A.S.Krishnan vs N.S.Venkatarama Pillai (Deceased) on 24 March, 2007

Author: P.Jyothimani

Bench: P.Jyothimani

       

  

  

 
 
 IN THE HIGH COURT OF JUDICATURE AT MADRAS

DATED: 24.03.2007

CORAM

THE HONOURABLE MR. JUSTICE P.JYOTHIMANI


Appeal Suit No. 958 of 1993



A.S.Krishnan				 	 . . Appellant


				Versus


1.N.S.Venkatarama Pillai (deceased)
2.Kannammal
3.Chennammal
4.Selvarangan
5.Gomathi
6.Gokulavanan
7.Vijaya
8.Sengamalam
9.Shanthi
10.Indhira
11.The Commissioner,
   H.R.& C.E.,
   Madras-34.							. . Respondents
   (RR2 to RR10 are brought on record as 
   per the order of this Court in
   C.M.P.No.229 of 2007 dated 24.03.2007)				     



Prayer: This appeal suit is preferred against the decree and judgment of the Court of the subordinate Judge, Dharmapuri made in O.S.No.223 of 1989 dated 15.07.1991.

		For Appellant	 :Mr.T.L.Ramamohan Senior Counsel

		For Respondents  :Mr.W.C.Thiruvengadam for 
				  R1 to R10
				  Mr.M.R.Murugesan for R11
				  Special Government Pleader


JUDGMENT

The unsuccessful plaintiff in the trial Court is the appellant in this first appeal.
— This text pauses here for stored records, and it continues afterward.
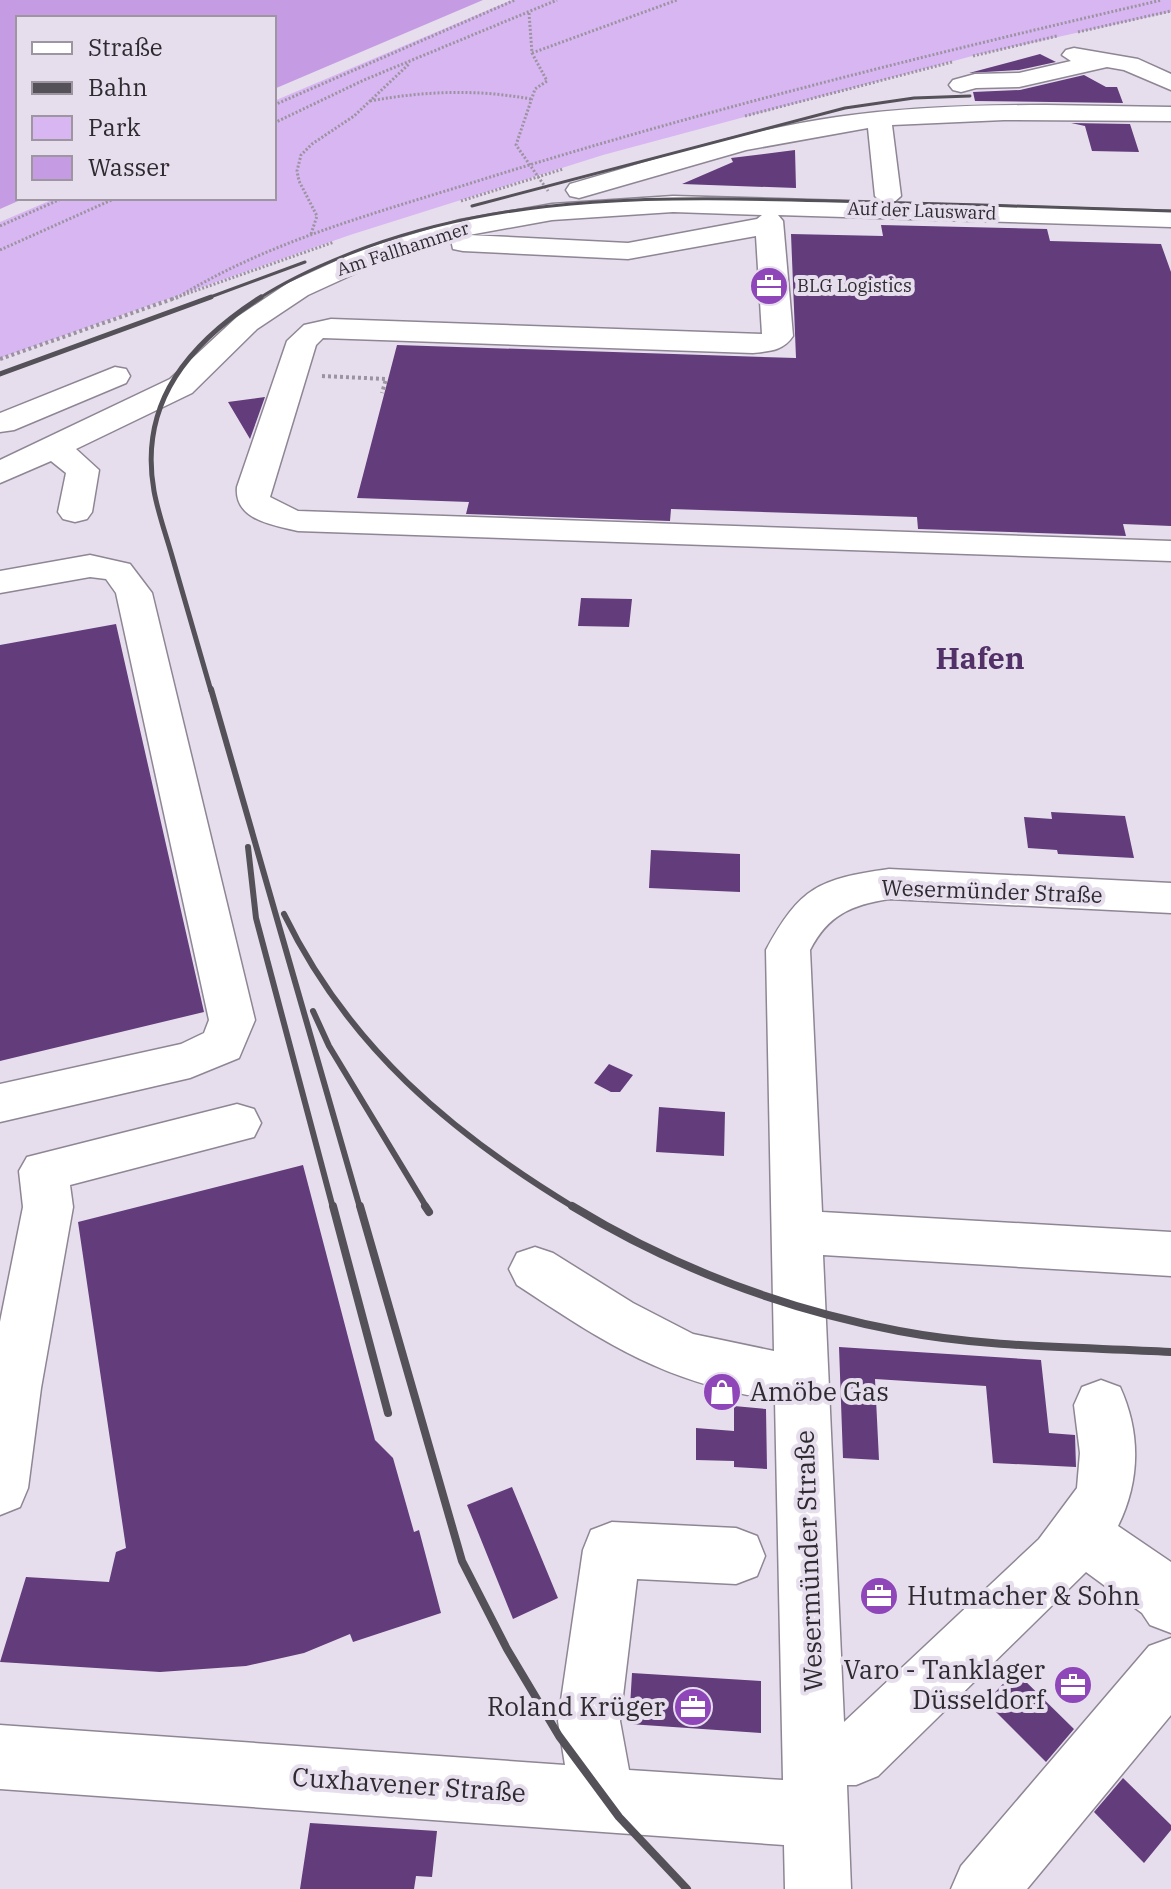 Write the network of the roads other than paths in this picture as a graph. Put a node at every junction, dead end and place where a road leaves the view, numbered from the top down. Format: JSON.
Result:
{"nodes":[{"id":1,"x":1171,"y":83,"type":"edge"},
{"id":2,"x":907,"y":116,"type":"junction"},
{"id":3,"x":1170,"y":117,"type":"edge"},
{"id":4,"x":878,"y":119,"type":"junction"},
{"id":5,"x":664,"y":167,"type":"junction"},
{"id":6,"x":888,"y":196,"type":"junction"},
{"id":7,"x":1171,"y":202,"type":"edge"},
{"id":8,"x":673,"y":204,"type":"joint"},
{"id":9,"x":552,"y":212,"type":"junction"},
{"id":10,"x":1171,"y":219,"type":"edge"},
{"id":11,"x":769,"y":224,"type":"junction"},
{"id":12,"x":1171,"y":233,"type":"edge"},
{"id":13,"x":437,"y":235,"type":"junction"},
{"id":14,"x":395,"y":262,"type":"dead end"},
{"id":15,"x":281,"y":299,"type":"junction"},
{"id":16,"x":115,"y":376,"type":"dead end"},
{"id":17,"x":2,"y":422,"type":"edge"},
{"id":18,"x":47,"y":449,"type":"junction"},
{"id":19,"x":0,"y":473,"type":"edge"},
{"id":20,"x":75,"y":512,"type":"dead end"},
{"id":21,"x":1171,"y":551,"type":"edge"},
{"id":22,"x":1106,"y":571,"type":"dead end"},
{"id":23,"x":1171,"y":573,"type":"edge"},
{"id":24,"x":0,"y":582,"type":"edge"},
{"id":25,"x":1171,"y":898,"type":"edge"},
{"id":26,"x":0,"y":1103,"type":"edge"},
{"id":27,"x":237,"y":1123,"type":"dead end"},
{"id":28,"x":798,"y":1232,"type":"junction"},
{"id":29,"x":1171,"y":1254,"type":"edge"},
{"id":30,"x":535,"y":1269,"type":"dead end"},
{"id":31,"x":803,"y":1380,"type":"junction"},
{"id":32,"x":7,"y":1388,"type":"edge"},
{"id":33,"x":1101,"y":1405,"type":"dead end"},
{"id":34,"x":0,"y":1488,"type":"edge"},
{"id":35,"x":1081,"y":1534,"type":"junction"},
{"id":36,"x":736,"y":1556,"type":"dead end"},
{"id":37,"x":1171,"y":1604,"type":"edge"},
{"id":38,"x":1171,"y":1668,"type":"edge"},
{"id":39,"x":816,"y":1753,"type":"junction"},
{"id":40,"x":0,"y":1757,"type":"edge"},
{"id":41,"x":602,"y":1797,"type":"junction"},
{"id":42,"x":818,"y":1815,"type":"junction"},
{"id":43,"x":818,"y":1889,"type":"edge"},
{"id":44,"x":984,"y":1889,"type":"edge"}],
"edges":[{"from":1,"to":2,"type":"street"},
{"from":2,"to":3,"type":"street"},
{"from":2,"to":4,"type":"street"},
{"from":4,"to":5,"type":"street"},
{"from":4,"to":6,"type":"street"},
{"from":5,"to":6,"type":"street"},
{"from":5,"to":9,"type":"street"},
{"from":6,"to":7,"type":"street"},
{"from":8,"to":9,"type":"street","name":"Am Fallhammer"},
{"from":8,"to":10,"type":"street","name":"Auf der Lausward"},
{"from":9,"to":13,"type":"street","name":"Am Fallhammer"},
{"from":11,"to":12,"type":"street"},
{"from":11,"to":13,"type":"street"},
{"from":11,"to":21,"type":"street"},
{"from":13,"to":15,"type":"street","name":"Am Fallhammer"},
{"from":14,"to":15,"type":"street"},
{"from":15,"to":18,"type":"street","name":"Am Fallhammer"},
{"from":16,"to":17,"type":"street"},
{"from":17,"to":18,"type":"street"},
{"from":18,"to":19,"type":"street","name":"Am Fallhammer"},
{"from":18,"to":20,"type":"street"},
{"from":22,"to":23,"type":"street"},
{"from":24,"to":26,"type":"street"},
{"from":25,"to":28,"type":"street","name":"Wesermünder Straße"},
{"from":27,"to":32,"type":"street"},
{"from":28,"to":29,"type":"street"},
{"from":28,"to":31,"type":"street","name":"Wesermünder Straße"},
{"from":30,"to":31,"type":"street"},
{"from":31,"to":39,"type":"street","name":"Wesermünder Straße"},
{"from":32,"to":34,"type":"street"},
{"from":33,"to":35,"type":"street"},
{"from":35,"to":37,"type":"street"},
{"from":35,"to":39,"type":"street"},
{"from":36,"to":41,"type":"street"},
{"from":38,"to":44,"type":"street"},
{"from":39,"to":42,"type":"street","name":"Wesermünder Straße"},
{"from":40,"to":41,"type":"street","name":"Cuxhavener Straße"},
{"from":41,"to":42,"type":"street","name":"Cuxhavener Straße"},
{"from":42,"to":43,"type":"street","name":"Wesermünder Straße"}]}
The plaintiff filed a statutory suit under Section 70(2) of Hindu Religious and Charitable Endowment Act (hereinafter referred as the Act) challenging the order of the second defendant, the Commissioner of H.R. & C.E. dated 5.5.88 passed in A.P.No.27/87 and also for a permanent injunction from interfering with the management of the suit temple and its properties.

2.It is seen that as per the provisions of the the Act, the second defendant has contested that the plaintiff was not the hereditary trustee in respect of the suit temple situated in the midst of the ThenPennar River in T.Ammapet, Harur Taluk, Dharmapuri District.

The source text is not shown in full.